My grandparents were hoarders. They had a majestic four-story farmhouse in small-town southern Minnesota, overlooking the park with the baseball diamond, and most of the rooms were sealed, some filled to the ceiling with stuff. Growing up, I would go “spelunking” beyond the two semi-passable rooms in which they had confined themselves. After my grandfather got sick, they moved up to a senior apartment where my grandmother lived during the brief period before he died and the subsequent years that followed. She promptly filled that one-bedroom unit, too, with stuff, creating impassable corridors and unusable spaces with tantalizing green glass knickknacks, piles of books and periodicals, and tins full of candies or coins or buttons everywhere. A covered table and lack of couch did not matter: You could sit on her bed or stand at the makeshift table to eat her luxuriant pies and have a spot of amusing conversation. It would be easy to blame the hoarding on my grandmother, but I believe my grandfather, too, was a hoarder: In addition to the big-old house, he had literal warehouses full of stuff that he would auction. My grandmother’s mobility was limited and I think only he would have been able to fill most of the rooms in their home.

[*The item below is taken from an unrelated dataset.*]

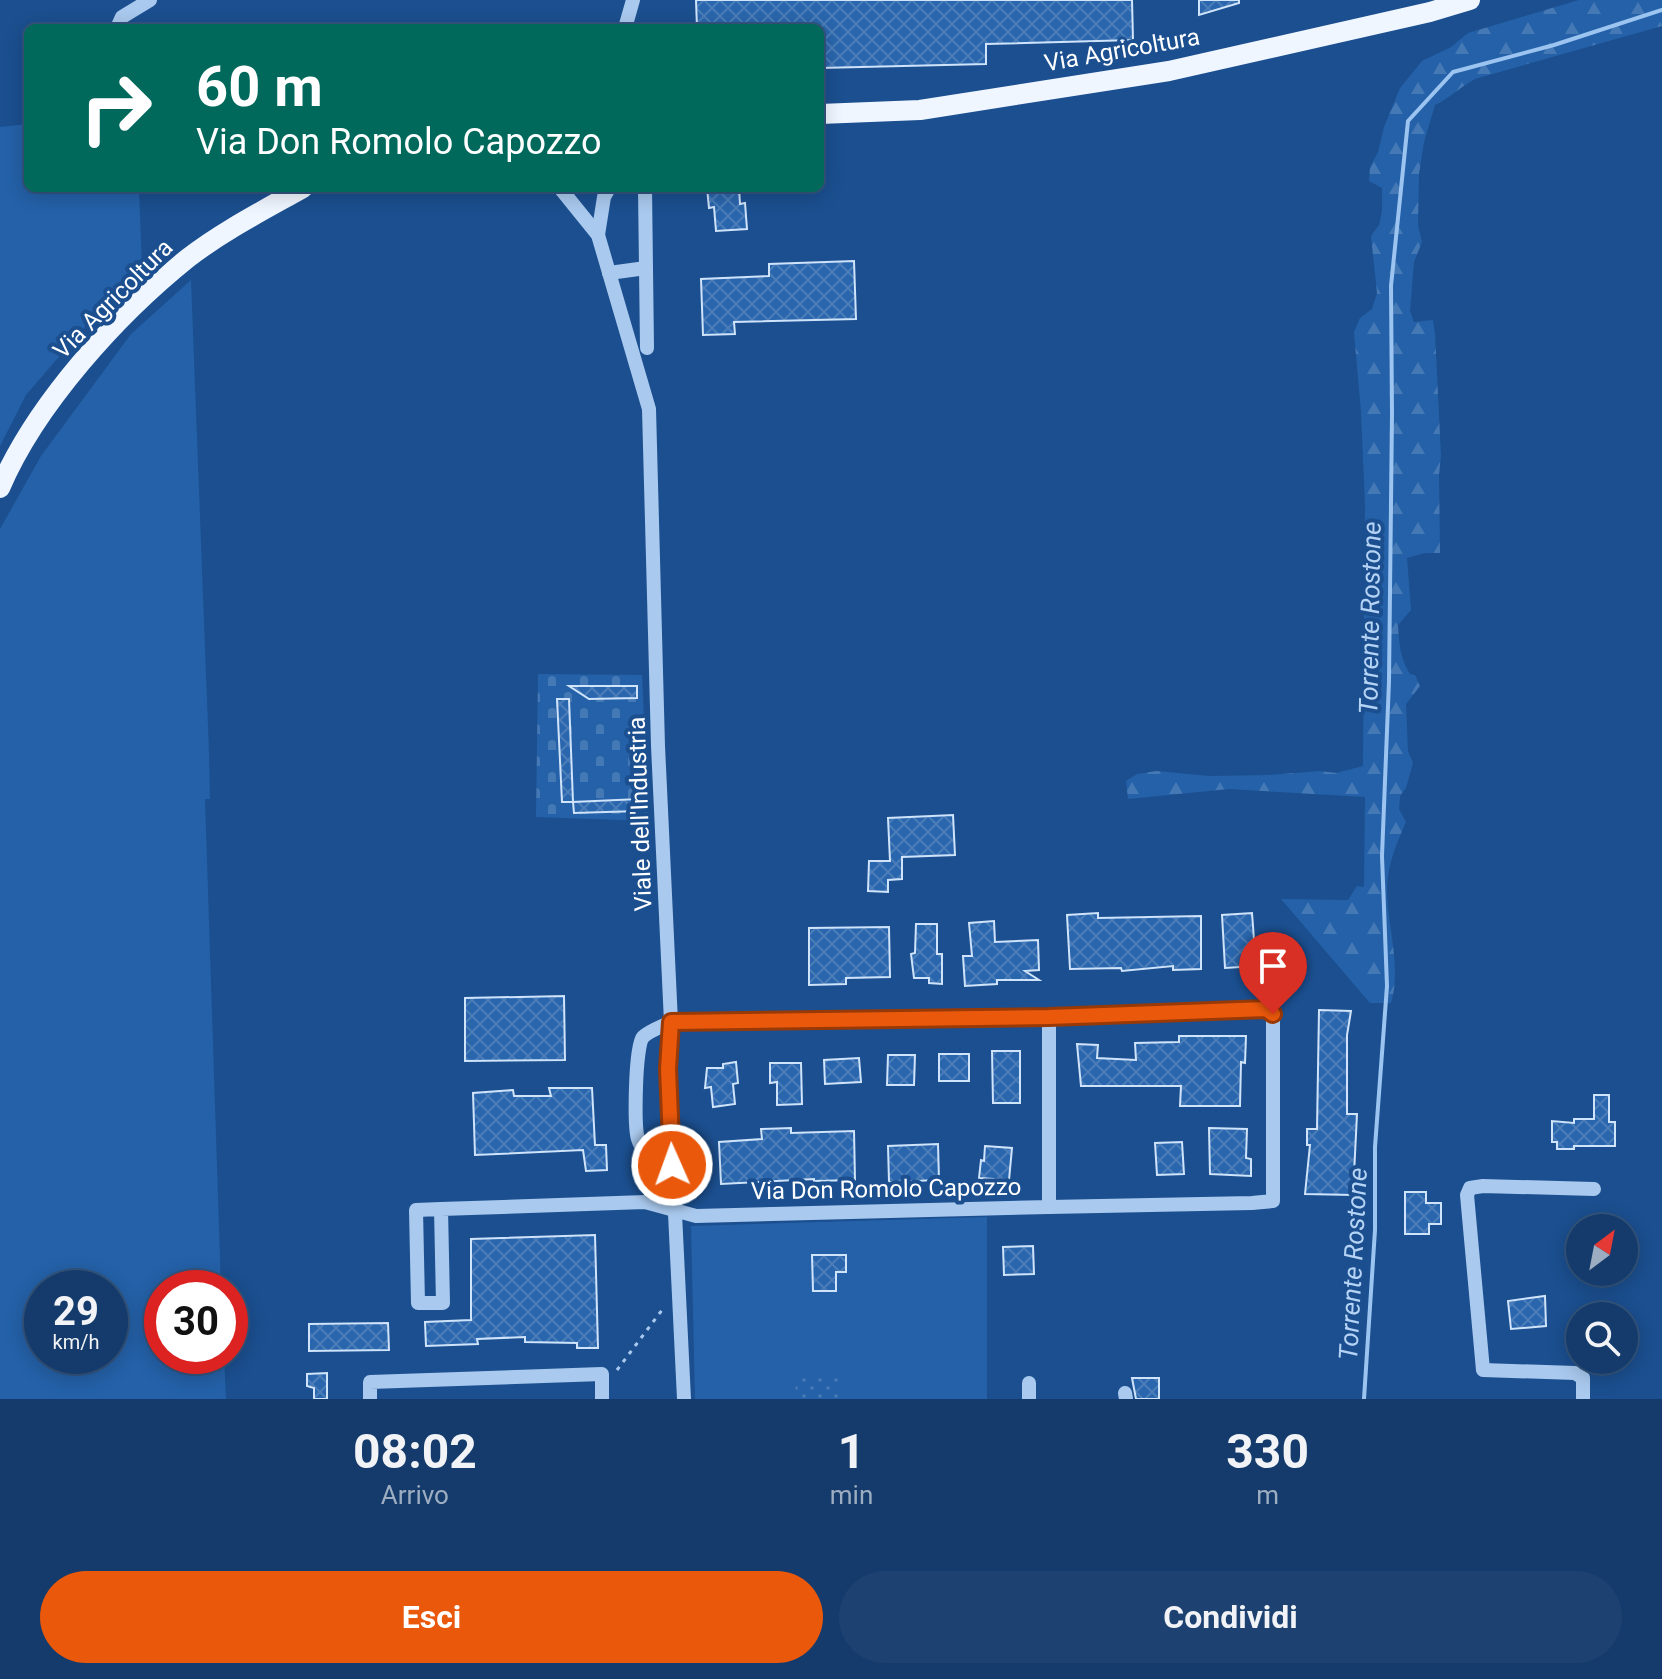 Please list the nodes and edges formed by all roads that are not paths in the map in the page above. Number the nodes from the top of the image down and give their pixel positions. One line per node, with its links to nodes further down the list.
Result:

‘Hating’ The Container Store in a principled yet flirty way is part of my feminism. I resent the implication that I can have it all — an office, a kitchen, a bedroom, a bathroom, and a Christmas wrapping season that never ends — and be neat, and yet I am tantalized by the implied promises whispering in my ears as I pace slowly, solipstically down aisles smelling of new plastic, gleaming and not yet bulging botulistic with objects that are irrelevant to my present needs but that I have not found the confidence to throw away. I am guilty of purchasing plastic bins that don’t get used, sometimes empty old bins stacked on top of new, aspirational bins, for years-long stretches before I try, slowly, to chip away at my stuff. Mainly I just hate that we expect women to be ready for everything but also to be clean.

I think we’re supposed to hate Marie Kondo. Mainly because she’s a woman and we’re supposed to hate women, but also because she’s a successful Asian woman, businesswoman, and entrepreneur with a net worth that our culture mostly reserves for white men. In my artistic presentation of the problem she treats, her book has sat on my overstuffed bookshelf for well over a year. As I look forward to reading it, I have started watching her show on Netflix. And I love Marie Kondo. I love her skirts and her hugs. I love imagining getting dressed up and walking into someone’s house and loving their energy and giving them a hug during a filming season just before viral loads and droplets wrecked all that. I love how she sits down and blesses a house. I love how she listens to people and offers no judgement over their habits and preferences and quirks. I love how she folds T-shirts in a way that make them seem like little tea towels. I love her name. When I say it I feel sweet, in control, and ready to storm the gates. If Madonna in a cone bra was the next stage of feminism in the 1990s, surely Marie Kondo reassuring women and silently letting men and children begin to observe the latticework of their own over-reliance on Mom is another stage of feminism during this bleak juncture of the twenty-first century.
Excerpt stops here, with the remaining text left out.